L'idée narrative et métaphorique de la survie sur une île déserte continue de fasciner le cinéma — il n'y a pas si longtemps, le fou et mignon « Crawl » de Sam Raimi est passé par là — et voici que Netflix propose une variation sur le thème : « The Last House ». Au lieu d'une île, nous avons une maison familiale qu'une force mystérieuse coupe un jour de son environnement et scelle effectivement. Ses occupants retranchés sont contraints de subsister uniquement grâce à ce que leur offrent leur espace de vie limité, leurs provisions qui s'amenuisent et, comme il est d'usage dans de telles histoires, leur ingéniosité. Survivront-ils physiquement ? Comment feront-ils face mentalement ? Si vous avez déjà lu « Le Robinson suisse », alors on peut dire que « The Last House » est une édition horrifique du livre de survie classique de Johann David Wyss, et une édition très, très mauvaise.
Jason (Wagner Moura, « Narcos ») est un ingénieur au chômage et amateur de pêche. Nous le rencontrons alors qu'une tempête approche de sa maison à Seattle, où il vit avec sa femme Anne (Greta Lee, « Past Lives »), leur fils Graham, leur fille Ruth et leur vieux chien Cassidy. La famille est dans une situation financière difficile et la maison elle-même nécessite des réparations, notamment une cheminée fissurée qui menace de s'effondrer (un détail qui sera essentiel tout au long des 112 minutes). Puis la tempête éclate, et la famille découvre qu'elle est enfermée. Portes et fenêtres ne s'ouvrent pas, même sous l'effet de la force, et bien que l'électricité et l'eau continuent de fonctionner, il s'avère que la situation est identique dans toutes les maisons des environs. Tout le monde est piégé, et lorsqu'ils essaient de comprendre par quoi, il s'avère que l'eau de pluie elle-même s'est transformée en une sorte de champ de force.

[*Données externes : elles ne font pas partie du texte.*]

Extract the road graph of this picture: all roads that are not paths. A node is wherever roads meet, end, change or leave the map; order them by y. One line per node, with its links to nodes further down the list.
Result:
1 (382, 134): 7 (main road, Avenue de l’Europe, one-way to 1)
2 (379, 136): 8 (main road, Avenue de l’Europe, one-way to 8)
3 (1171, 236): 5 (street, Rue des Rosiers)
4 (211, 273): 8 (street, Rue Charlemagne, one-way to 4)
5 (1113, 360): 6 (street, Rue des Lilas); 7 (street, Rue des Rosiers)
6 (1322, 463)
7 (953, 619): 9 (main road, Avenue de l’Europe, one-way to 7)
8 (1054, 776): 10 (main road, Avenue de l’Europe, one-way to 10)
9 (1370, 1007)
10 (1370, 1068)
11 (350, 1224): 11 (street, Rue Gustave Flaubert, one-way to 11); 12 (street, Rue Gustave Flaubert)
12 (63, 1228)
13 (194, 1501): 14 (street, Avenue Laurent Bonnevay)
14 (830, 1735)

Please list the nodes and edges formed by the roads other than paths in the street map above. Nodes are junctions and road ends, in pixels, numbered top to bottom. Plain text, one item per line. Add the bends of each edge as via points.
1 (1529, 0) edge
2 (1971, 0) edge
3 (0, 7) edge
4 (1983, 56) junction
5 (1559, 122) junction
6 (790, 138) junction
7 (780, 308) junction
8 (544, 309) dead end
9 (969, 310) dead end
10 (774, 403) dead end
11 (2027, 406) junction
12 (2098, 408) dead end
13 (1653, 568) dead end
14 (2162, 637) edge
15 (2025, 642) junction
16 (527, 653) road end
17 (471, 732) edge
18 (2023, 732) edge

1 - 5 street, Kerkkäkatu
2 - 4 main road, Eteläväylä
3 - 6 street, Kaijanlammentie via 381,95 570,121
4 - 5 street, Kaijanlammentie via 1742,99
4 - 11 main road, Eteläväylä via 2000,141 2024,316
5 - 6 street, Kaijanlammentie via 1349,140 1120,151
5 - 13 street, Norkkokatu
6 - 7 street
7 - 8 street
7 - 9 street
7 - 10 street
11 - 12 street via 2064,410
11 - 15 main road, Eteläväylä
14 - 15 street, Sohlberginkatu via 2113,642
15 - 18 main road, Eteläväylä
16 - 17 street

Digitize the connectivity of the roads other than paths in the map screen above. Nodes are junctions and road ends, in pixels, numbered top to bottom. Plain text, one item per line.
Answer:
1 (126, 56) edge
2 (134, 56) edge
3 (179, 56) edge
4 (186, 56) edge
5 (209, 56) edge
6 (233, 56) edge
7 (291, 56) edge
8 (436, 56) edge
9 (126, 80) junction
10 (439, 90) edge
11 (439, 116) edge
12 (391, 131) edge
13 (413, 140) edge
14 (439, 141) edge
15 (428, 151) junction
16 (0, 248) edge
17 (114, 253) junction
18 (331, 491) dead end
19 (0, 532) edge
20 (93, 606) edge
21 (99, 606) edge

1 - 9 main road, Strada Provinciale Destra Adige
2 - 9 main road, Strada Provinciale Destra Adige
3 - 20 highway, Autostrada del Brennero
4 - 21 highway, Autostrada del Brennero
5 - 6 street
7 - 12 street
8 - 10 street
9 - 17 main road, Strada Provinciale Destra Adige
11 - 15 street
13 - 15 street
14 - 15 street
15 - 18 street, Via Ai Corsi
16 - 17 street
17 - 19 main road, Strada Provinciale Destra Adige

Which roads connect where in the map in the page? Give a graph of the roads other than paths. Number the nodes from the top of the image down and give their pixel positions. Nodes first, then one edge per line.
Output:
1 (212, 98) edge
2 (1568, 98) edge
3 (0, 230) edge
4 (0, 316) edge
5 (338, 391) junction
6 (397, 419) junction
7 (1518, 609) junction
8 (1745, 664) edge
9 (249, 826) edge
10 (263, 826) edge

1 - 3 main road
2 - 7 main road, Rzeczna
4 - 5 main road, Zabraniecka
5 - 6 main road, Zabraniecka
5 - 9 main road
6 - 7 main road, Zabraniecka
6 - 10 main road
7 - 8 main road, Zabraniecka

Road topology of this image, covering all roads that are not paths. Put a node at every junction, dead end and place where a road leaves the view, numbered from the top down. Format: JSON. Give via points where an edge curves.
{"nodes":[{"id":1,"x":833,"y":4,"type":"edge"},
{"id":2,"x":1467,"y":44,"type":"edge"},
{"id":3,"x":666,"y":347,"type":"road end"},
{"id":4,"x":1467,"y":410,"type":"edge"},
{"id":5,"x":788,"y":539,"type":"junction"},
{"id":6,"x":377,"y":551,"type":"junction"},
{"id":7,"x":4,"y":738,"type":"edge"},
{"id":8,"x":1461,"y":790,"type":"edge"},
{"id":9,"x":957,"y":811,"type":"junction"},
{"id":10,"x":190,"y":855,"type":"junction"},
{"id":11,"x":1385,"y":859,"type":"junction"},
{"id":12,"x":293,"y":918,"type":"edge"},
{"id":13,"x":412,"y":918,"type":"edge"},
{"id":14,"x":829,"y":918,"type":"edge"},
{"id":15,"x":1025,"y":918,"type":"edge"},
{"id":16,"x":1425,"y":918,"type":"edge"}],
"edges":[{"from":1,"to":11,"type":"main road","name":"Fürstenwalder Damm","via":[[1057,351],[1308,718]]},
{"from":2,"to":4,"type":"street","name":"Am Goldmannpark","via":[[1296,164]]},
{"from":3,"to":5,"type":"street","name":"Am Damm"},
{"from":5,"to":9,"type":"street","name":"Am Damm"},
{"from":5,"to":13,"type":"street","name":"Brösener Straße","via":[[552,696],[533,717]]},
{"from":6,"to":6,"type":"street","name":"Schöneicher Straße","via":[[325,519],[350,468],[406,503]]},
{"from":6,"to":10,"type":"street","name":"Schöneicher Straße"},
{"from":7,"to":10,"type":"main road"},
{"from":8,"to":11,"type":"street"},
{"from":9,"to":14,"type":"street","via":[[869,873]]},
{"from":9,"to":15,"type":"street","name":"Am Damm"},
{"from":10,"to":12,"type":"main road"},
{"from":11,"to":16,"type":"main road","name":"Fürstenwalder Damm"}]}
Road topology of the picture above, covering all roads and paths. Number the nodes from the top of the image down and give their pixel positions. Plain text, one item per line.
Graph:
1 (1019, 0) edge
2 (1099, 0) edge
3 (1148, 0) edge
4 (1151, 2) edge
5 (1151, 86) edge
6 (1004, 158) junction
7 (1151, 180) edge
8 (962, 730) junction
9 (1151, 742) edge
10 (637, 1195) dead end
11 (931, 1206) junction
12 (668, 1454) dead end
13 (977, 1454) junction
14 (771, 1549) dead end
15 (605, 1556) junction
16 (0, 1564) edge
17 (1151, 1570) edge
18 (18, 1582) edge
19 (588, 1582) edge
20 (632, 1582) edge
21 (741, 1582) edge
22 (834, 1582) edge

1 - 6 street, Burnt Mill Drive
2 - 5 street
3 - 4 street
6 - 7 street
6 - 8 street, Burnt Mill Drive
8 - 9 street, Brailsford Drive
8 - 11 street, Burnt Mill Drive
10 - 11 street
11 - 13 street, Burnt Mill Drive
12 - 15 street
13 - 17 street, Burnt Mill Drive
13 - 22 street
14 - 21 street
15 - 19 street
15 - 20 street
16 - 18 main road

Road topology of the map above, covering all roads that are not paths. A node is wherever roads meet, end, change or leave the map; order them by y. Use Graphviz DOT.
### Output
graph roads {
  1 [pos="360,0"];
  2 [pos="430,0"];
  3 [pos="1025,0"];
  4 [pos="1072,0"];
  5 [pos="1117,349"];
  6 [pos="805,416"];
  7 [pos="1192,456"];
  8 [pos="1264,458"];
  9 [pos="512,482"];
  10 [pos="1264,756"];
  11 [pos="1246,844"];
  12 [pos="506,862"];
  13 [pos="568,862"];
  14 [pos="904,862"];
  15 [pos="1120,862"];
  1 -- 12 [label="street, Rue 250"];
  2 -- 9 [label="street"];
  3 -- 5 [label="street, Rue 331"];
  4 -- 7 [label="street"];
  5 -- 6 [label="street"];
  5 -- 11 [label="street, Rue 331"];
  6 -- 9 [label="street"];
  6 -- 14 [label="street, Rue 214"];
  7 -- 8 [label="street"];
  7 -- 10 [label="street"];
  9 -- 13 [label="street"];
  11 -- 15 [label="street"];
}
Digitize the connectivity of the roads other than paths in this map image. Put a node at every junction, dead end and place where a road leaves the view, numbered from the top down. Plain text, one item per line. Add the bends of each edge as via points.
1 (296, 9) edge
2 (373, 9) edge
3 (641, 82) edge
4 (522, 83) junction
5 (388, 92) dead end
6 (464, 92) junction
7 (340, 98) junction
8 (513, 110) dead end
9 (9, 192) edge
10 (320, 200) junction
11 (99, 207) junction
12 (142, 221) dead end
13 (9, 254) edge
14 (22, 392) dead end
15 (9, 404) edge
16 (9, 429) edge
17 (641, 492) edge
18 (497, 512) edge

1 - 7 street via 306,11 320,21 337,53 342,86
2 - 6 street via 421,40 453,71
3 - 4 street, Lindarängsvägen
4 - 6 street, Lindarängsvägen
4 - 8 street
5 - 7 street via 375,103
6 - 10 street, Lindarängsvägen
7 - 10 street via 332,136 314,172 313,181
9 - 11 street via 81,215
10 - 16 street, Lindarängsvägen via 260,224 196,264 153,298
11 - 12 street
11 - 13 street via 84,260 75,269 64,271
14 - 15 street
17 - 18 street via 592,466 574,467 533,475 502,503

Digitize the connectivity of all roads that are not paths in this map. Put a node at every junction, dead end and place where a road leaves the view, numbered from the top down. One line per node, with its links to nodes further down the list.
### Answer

À ce stade initial, « The Last House » présente trois problèmes majeurs : une narration agaçante et inutile qui explique des choses qu'il n'y a aucun besoin d'expliquer ; une musique de tension générique qui fait exactement la même chose ; et un jeu d'acteur tout simplement épouvantable de la part de Moura et Lee. En contrepoids, dans le premier tiers environ, suffisamment de curiosité est créée autour de la question de savoir ce qui se passe ici pour que l'expérience de visionnage soit tant bien que mal acceptable. Mais les problèmes mentionnés ne font qu'empirer par la suite, et au fil des minutes, tout cela devient moins intéressant, plus stupide et plus recyclé. Le film vole sans vergogne à « La Guerre des mondes » (la merveilleuse version de Spielberg), « The Host » (le chef-d'œuvre coréen de Bong Joon-ho) et « The Mist » (le formidable film d'horreur de Frank Darabont). « The Last House » n'apporte rien de nouveau sur la table ; si quoi que ce soit, ce film enlève de la table. Il ne fournit aucune explication au phénomène surnaturel qui est au centre, ne fait rien d'intelligent avec ce qui ressemble à une sorte de confinement COVID sous stéroïdes, et ne développe pas les personnages ou les relations entre eux. Cela explique probablement pourquoi les acteurs font un si mauvais travail : le surjeu est souvent le résultat d'une écriture qui ne leur donne pas assez de matière pour travailler.
Le scénariste ici est Matthew Robinson, qui a précédemment écrit le réussi « Invention of Lying » ; le réalisateur est Louis Leterrier, qui a déjà montré une vraie étincelle de réalisation d'action dans les films « Transporteur » et a construit un film à mystère très réussi avec « Insaisissables ». Qu'est-il arrivé à ces deux-là ? Et tant qu'on y est, qu'est-il arrivé au talent de Moura, qui sait habituellement s'en sortir même dans des films décevants, et à celui de Lee, qui portait il y a deux ans sur ses épaules le petit chef-d'œuvre qu'était « Past Lives » ? Il est facile de dire que la réponse est Netflix, alors c'est ce que je dirai. Un peu plus sérieusement, oui, Netflix a tout un stock de films qui semblent avoir été faits les yeux fermés. Mais ce n'est pas comme s'il y avait une pénurie de films nuls dans le monde hors-Netflix, donc il est difficile d'affirmer sérieusement que c'est certainement la raison de cette catastrophe multisystémique. Et honnêtement, qu'est-ce que ça peut faire ? Un mauvais film, c'est tout.